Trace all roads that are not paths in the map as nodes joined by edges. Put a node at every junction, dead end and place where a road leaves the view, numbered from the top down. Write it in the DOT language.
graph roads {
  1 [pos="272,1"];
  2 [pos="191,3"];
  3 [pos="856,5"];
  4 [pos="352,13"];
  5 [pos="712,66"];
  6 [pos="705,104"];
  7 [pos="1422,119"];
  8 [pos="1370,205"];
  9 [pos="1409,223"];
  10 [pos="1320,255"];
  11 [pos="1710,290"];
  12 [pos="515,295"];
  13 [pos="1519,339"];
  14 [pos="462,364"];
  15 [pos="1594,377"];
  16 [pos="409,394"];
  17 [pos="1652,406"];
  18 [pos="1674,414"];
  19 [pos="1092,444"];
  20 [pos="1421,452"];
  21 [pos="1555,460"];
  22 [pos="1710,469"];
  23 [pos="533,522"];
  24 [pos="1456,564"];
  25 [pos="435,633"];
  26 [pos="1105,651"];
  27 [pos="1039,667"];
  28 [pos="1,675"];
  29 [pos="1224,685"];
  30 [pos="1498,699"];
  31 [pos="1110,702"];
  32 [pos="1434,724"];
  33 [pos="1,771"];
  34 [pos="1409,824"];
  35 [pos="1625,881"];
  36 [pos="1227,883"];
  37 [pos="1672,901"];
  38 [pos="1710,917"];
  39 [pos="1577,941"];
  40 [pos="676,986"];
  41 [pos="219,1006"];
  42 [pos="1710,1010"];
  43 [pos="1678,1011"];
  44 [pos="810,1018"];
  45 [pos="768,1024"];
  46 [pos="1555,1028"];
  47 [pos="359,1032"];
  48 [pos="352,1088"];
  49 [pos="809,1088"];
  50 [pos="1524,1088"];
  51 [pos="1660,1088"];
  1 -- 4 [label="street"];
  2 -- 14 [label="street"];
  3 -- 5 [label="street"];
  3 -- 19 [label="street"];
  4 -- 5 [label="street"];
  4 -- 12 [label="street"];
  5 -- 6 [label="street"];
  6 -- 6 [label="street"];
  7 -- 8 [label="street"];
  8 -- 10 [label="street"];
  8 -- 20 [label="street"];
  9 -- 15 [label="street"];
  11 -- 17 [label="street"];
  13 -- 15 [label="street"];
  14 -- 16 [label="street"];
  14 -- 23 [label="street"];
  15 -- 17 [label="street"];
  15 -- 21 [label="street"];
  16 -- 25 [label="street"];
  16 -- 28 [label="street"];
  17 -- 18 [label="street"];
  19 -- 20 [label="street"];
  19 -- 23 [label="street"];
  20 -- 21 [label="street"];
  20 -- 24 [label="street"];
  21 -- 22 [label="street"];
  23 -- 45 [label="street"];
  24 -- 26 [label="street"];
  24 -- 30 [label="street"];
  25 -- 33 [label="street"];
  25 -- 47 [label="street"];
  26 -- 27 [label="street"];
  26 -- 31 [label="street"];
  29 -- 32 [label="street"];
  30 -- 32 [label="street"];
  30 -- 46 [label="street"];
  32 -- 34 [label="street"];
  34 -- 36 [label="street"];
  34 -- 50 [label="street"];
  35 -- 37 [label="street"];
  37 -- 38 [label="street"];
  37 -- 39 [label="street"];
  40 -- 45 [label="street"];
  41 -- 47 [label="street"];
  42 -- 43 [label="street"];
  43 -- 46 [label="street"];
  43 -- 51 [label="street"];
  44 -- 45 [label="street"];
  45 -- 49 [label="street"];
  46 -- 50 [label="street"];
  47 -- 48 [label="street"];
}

+--

| PROBLEM |
Without any alteration, retype all of the material above.

| RESPONSE TO THE TASK |
Trace all roads that are not paths in the map as nodes joined by edges. Put a node at every junction, dead end and place where a road leaves the view, numbered from the top down. Write it in the DOT language.
graph roads {
  1 [pos="272,1"];
  2 [pos="191,3"];
  3 [pos="856,5"];
  4 [pos="352,13"];
  5 [pos="712,66"];
  6 [pos="705,104"];
  7 [pos="1422,119"];
  8 [pos="1370,205"];
  9 [pos="1409,223"];
  10 [pos="1320,255"];
  11 [pos="1710,290"];
  12 [pos="515,295"];
  13 [pos="1519,339"];
  14 [pos="462,364"];
  15 [pos="1594,377"];
  16 [pos="409,394"];
  17 [pos="1652,406"];
  18 [pos="1674,414"];
  19 [pos="1092,444"];
  20 [pos="1421,452"];
  21 [pos="1555,460"];
  22 [pos="1710,469"];
  23 [pos="533,522"];
  24 [pos="1456,564"];
  25 [pos="435,633"];
  26 [pos="1105,651"];
  27 [pos="1039,667"];
  28 [pos="1,675"];
  29 [pos="1224,685"];
  30 [pos="1498,699"];
  31 [pos="1110,702"];
  32 [pos="1434,724"];
  33 [pos="1,771"];
  34 [pos="1409,824"];
  35 [pos="1625,881"];
  36 [pos="1227,883"];
  37 [pos="1672,901"];
  38 [pos="1710,917"];
  39 [pos="1577,941"];
  40 [pos="676,986"];
  41 [pos="219,1006"];
  42 [pos="1710,1010"];
  43 [pos="1678,1011"];
  44 [pos="810,1018"];
  45 [pos="768,1024"];
  46 [pos="1555,1028"];
  47 [pos="359,1032"];
  48 [pos="352,1088"];
  49 [pos="809,1088"];
  50 [pos="1524,1088"];
  51 [pos="1660,1088"];
  1 -- 4 [label="street"];
  2 -- 14 [label="street"];
  3 -- 5 [label="street"];
  3 -- 19 [label="street"];
  4 -- 5 [label="street"];
  4 -- 12 [label="street"];
  5 -- 6 [label="street"];
  6 -- 6 [label="street"];
  7 -- 8 [label="street"];
  8 -- 10 [label="street"];
  8 -- 20 [label="street"];
  9 -- 15 [label="street"];
  11 -- 17 [label="street"];
  13 -- 15 [label="street"];
  14 -- 16 [label="street"];
  14 -- 23 [label="street"];
  15 -- 17 [label="street"];
  15 -- 21 [label="street"];
  16 -- 25 [label="street"];
  16 -- 28 [label="street"];
  17 -- 18 [label="street"];
  19 -- 20 [label="street"];
  19 -- 23 [label="street"];
  20 -- 21 [label="street"];
  20 -- 24 [label="street"];
  21 -- 22 [label="street"];
  23 -- 45 [label="street"];
  24 -- 26 [label="street"];
  24 -- 30 [label="street"];
  25 -- 33 [label="street"];
  25 -- 47 [label="street"];
  26 -- 27 [label="street"];
  26 -- 31 [label="street"];
  29 -- 32 [label="street"];
  30 -- 32 [label="street"];
  30 -- 46 [label="street"];
  32 -- 34 [label="street"];
  34 -- 36 [label="street"];
  34 -- 50 [label="street"];
  35 -- 37 [label="street"];
  37 -- 38 [label="street"];
  37 -- 39 [label="street"];
  40 -- 45 [label="street"];
  41 -- 47 [label="street"];
  42 -- 43 [label="street"];
  43 -- 46 [label="street"];
  43 -- 51 [label="street"];
  44 -- 45 [label="street"];
  45 -- 49 [label="street"];
  46 -- 50 [label="street"];
  47 -- 48 [label="street"];
}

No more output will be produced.